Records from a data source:
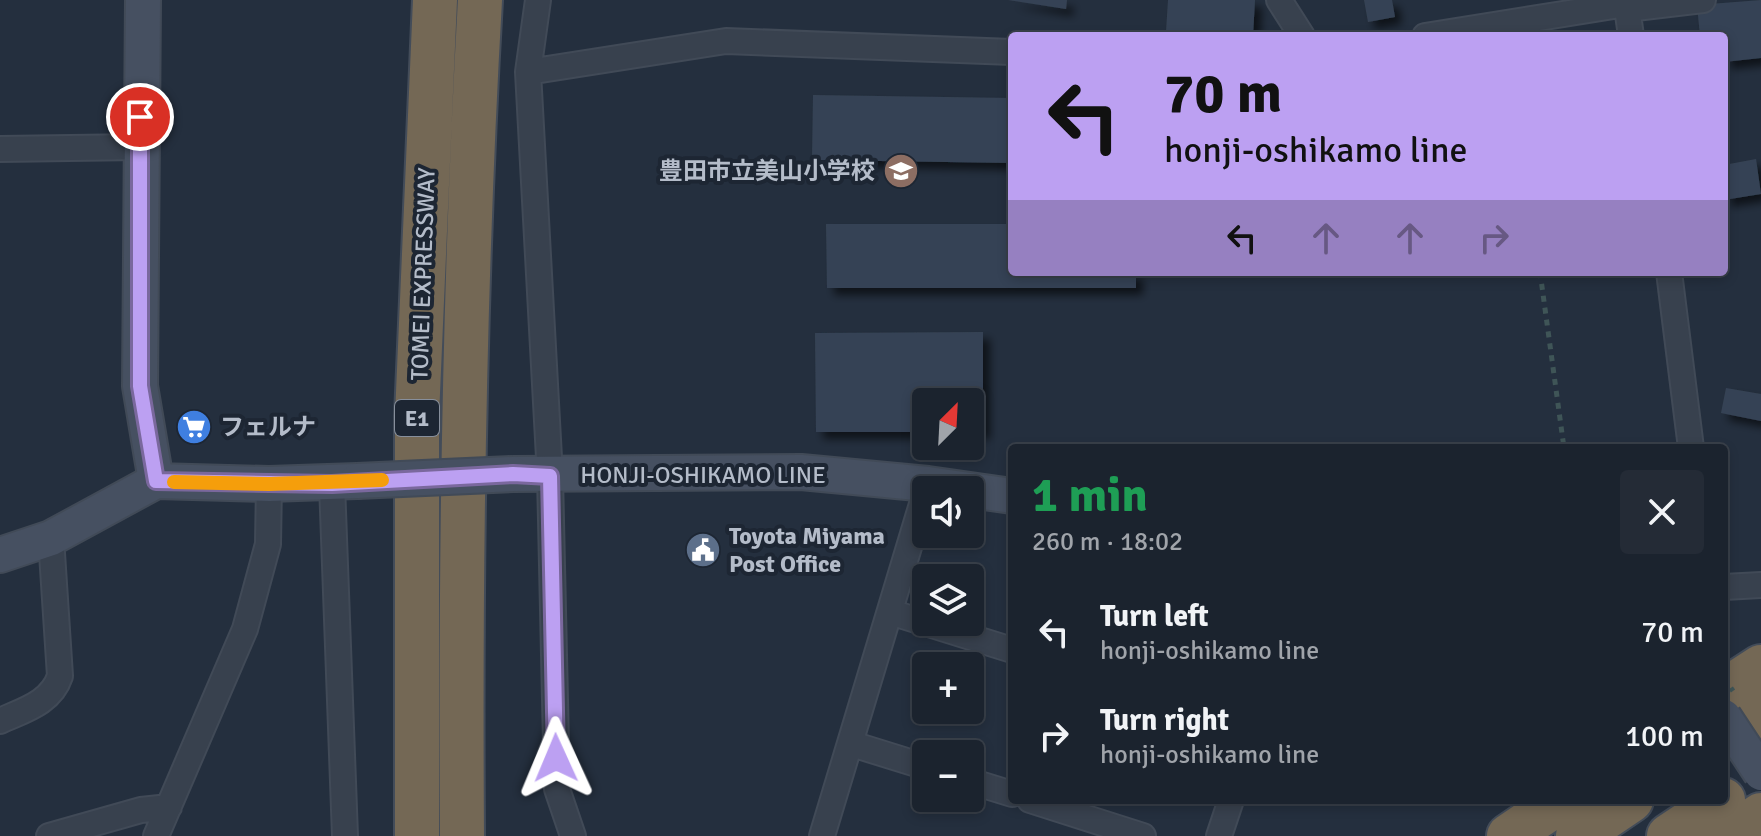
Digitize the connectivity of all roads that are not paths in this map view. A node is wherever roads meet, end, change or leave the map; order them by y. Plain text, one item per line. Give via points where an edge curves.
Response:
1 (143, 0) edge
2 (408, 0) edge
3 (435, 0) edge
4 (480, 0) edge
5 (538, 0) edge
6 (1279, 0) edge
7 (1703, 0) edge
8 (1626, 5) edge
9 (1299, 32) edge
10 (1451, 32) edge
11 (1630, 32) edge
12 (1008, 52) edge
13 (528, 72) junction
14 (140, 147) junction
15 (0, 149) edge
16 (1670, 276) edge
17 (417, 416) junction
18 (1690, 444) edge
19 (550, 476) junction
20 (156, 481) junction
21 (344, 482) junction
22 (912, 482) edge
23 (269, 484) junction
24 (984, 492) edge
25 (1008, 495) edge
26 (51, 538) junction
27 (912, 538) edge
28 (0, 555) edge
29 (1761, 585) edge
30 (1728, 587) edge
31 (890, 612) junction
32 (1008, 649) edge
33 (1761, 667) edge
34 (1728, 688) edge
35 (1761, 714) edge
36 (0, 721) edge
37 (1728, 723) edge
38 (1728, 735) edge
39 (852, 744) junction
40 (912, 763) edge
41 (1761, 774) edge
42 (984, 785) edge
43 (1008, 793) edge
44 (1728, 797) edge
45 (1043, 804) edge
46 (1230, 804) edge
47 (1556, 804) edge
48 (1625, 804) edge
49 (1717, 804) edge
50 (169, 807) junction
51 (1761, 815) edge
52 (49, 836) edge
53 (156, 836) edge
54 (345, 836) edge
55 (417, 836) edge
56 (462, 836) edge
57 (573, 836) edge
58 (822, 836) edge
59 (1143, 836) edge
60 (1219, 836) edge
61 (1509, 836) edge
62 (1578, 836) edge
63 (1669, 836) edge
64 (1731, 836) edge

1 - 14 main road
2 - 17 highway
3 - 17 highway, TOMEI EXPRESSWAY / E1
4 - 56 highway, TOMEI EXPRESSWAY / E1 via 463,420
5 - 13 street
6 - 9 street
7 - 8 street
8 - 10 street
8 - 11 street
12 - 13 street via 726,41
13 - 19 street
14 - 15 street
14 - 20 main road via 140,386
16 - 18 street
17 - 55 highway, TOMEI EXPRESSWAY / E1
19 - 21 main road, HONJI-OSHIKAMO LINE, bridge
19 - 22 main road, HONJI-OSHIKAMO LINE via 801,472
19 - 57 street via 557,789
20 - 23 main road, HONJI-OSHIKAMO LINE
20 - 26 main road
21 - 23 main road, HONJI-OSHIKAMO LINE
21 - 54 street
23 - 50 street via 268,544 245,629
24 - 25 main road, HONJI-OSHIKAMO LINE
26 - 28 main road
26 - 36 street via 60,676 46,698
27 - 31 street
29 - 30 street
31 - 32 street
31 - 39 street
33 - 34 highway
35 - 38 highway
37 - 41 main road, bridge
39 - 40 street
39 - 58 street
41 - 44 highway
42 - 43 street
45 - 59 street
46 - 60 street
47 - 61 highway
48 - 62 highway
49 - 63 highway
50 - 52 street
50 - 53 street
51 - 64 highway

--

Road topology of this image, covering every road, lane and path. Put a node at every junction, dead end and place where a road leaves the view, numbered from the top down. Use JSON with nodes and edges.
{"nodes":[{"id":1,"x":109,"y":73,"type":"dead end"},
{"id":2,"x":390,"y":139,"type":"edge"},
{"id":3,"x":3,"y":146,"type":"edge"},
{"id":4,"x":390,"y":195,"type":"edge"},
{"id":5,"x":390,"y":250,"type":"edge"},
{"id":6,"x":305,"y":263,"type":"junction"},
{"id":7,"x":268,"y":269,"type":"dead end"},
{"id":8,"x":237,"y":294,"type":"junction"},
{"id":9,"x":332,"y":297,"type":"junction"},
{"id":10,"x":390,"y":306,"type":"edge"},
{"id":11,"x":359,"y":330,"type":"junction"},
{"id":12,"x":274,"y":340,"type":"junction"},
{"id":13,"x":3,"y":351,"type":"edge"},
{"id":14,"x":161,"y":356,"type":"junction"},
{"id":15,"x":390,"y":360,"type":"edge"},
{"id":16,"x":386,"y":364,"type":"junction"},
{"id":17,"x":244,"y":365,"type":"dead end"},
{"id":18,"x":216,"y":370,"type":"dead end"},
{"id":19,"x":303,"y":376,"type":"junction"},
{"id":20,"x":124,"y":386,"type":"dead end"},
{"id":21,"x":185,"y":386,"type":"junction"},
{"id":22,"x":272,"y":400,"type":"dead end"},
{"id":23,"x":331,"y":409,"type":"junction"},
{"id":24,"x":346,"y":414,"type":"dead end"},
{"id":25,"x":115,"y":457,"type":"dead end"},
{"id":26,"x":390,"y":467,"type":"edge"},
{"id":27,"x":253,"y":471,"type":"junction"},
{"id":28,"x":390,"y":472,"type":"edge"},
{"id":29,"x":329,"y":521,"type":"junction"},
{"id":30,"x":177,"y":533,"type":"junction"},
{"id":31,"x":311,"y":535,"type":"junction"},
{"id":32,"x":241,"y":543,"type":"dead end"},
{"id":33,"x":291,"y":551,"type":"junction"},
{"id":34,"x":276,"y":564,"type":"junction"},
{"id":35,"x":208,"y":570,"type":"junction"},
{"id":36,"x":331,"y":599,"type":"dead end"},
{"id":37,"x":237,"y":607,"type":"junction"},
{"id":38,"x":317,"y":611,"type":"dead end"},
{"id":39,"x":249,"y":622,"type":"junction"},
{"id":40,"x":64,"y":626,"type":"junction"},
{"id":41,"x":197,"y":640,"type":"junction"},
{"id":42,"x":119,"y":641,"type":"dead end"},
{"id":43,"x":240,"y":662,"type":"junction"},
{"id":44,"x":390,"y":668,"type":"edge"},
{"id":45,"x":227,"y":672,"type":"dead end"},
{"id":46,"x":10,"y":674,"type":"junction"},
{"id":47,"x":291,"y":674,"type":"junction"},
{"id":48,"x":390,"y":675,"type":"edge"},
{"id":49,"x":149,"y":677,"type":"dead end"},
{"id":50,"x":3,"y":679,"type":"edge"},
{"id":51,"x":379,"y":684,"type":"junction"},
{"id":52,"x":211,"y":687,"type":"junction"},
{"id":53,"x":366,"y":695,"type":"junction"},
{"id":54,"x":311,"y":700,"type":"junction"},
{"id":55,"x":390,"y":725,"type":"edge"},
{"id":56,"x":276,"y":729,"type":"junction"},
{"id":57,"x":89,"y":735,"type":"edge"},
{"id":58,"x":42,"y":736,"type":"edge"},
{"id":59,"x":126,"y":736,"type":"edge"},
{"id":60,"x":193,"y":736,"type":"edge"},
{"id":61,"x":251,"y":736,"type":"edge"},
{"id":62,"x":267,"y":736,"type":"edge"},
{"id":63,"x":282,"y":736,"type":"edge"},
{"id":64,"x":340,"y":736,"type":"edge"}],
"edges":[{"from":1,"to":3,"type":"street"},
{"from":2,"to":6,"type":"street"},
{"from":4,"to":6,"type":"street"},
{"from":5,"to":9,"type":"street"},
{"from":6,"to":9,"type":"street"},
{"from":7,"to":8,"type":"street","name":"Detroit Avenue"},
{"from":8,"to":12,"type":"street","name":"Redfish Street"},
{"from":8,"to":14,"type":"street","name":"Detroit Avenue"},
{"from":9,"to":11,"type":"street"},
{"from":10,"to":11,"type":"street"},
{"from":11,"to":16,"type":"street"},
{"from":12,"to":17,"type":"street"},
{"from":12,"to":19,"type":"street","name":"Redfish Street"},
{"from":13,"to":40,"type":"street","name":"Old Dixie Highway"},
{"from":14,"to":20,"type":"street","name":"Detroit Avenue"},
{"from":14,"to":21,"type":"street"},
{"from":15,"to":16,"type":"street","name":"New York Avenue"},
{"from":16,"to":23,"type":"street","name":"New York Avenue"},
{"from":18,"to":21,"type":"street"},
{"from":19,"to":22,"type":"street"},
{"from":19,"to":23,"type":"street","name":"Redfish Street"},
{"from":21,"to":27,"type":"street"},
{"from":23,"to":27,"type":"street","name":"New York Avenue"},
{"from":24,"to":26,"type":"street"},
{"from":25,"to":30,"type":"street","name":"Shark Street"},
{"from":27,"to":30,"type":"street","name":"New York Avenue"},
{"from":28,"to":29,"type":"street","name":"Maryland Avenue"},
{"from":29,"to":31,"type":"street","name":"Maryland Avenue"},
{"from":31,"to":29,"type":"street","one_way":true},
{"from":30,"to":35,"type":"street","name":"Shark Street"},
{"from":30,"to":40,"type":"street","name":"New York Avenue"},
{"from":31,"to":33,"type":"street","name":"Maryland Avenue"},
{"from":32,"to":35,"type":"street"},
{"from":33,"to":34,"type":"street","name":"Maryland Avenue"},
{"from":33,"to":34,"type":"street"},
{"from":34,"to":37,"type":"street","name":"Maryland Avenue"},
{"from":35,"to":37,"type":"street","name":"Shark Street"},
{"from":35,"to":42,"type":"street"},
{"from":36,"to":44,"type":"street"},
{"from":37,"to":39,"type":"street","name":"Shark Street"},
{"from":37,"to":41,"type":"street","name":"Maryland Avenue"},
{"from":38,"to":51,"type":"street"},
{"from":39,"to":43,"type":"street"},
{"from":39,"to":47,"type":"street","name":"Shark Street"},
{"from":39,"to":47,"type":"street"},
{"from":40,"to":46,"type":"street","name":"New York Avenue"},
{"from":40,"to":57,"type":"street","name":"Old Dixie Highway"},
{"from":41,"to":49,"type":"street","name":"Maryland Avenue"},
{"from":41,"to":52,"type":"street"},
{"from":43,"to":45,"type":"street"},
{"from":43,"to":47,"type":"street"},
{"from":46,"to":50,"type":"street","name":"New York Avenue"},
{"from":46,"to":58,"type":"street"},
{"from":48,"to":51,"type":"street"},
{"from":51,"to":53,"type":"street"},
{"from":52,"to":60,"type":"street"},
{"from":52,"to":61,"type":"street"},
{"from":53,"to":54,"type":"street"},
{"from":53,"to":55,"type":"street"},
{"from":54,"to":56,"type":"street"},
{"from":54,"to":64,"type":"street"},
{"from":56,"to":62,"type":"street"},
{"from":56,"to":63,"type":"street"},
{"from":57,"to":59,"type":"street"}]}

__Task directions__.
Collect each line of the entries that has the word "TOMEI", copying it in full.

__Answer for the task__.
3 - 17 highway, TOMEI EXPRESSWAY / E1
4 - 56 highway, TOMEI EXPRESSWAY / E1 via 463,420
17 - 55 highway, TOMEI EXPRESSWAY / E1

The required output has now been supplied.